*** Opening of Data supplied ***

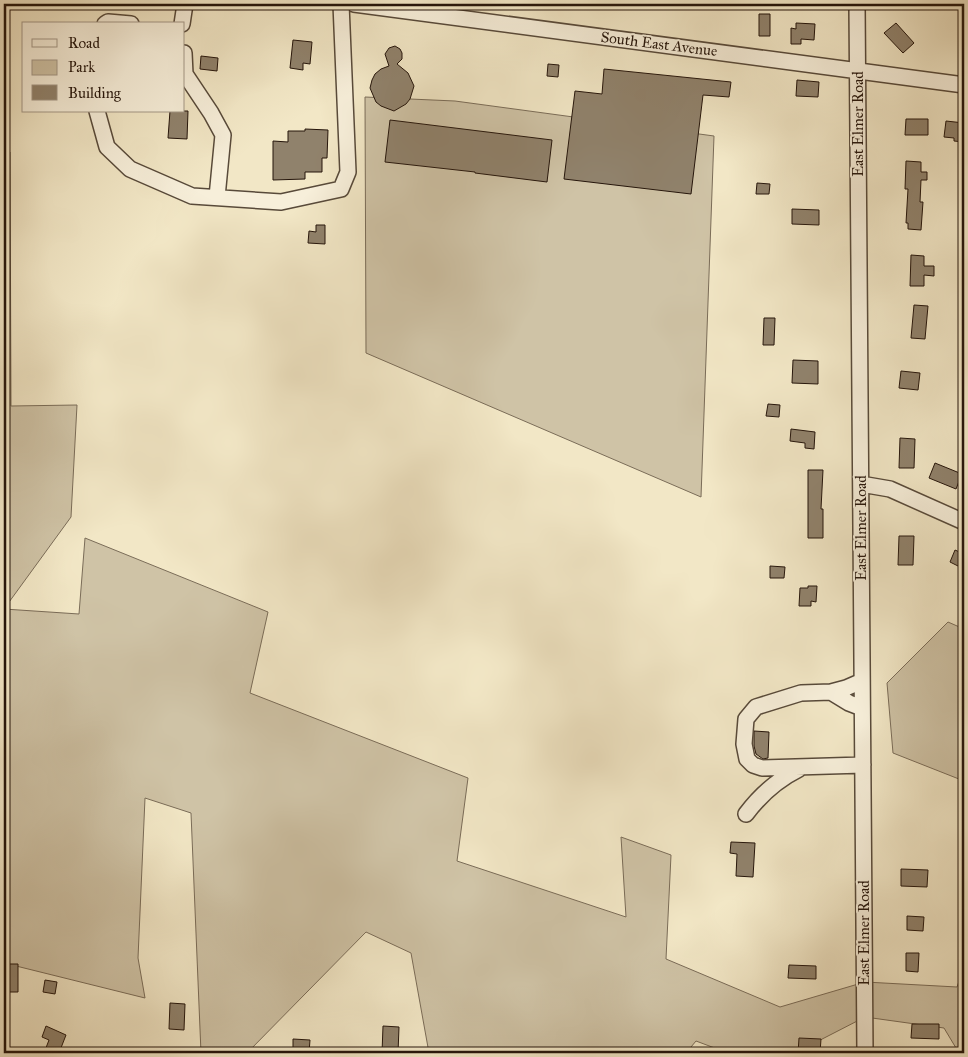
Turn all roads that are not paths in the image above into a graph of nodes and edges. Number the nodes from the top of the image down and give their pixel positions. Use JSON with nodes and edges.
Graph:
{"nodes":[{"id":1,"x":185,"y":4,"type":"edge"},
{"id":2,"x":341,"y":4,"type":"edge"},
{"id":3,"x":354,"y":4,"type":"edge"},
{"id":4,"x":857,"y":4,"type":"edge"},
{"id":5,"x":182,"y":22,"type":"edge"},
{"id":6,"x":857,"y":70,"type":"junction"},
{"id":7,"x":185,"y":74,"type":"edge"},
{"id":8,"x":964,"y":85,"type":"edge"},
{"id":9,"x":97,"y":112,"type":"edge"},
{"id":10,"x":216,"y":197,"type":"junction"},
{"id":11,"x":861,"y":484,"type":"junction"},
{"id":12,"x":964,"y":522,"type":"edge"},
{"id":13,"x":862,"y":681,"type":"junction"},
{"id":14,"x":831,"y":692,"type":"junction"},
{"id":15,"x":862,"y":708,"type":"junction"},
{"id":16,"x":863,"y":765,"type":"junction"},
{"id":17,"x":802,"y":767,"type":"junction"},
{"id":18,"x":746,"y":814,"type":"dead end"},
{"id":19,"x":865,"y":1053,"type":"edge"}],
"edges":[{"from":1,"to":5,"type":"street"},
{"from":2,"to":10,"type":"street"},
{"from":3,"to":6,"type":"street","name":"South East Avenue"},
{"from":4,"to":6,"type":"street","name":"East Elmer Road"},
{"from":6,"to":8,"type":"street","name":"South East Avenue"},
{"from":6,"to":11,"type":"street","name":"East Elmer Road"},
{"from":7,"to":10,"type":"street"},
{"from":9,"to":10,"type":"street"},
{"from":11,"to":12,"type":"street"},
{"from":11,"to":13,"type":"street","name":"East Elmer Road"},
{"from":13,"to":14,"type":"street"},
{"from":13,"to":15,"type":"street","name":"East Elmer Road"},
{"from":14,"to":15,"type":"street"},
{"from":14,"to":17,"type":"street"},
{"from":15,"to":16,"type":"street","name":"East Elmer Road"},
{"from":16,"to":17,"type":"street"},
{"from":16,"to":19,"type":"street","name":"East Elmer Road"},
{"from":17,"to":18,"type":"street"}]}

*** Close of Data supplied ***

## Problem
Where a line of the entries above holds the word "South", return that line.

## Task response
{"from":3,"to":6,"type":"street","name":"South East Avenue"},
{"from":6,"to":8,"type":"street","name":"South East Avenue"},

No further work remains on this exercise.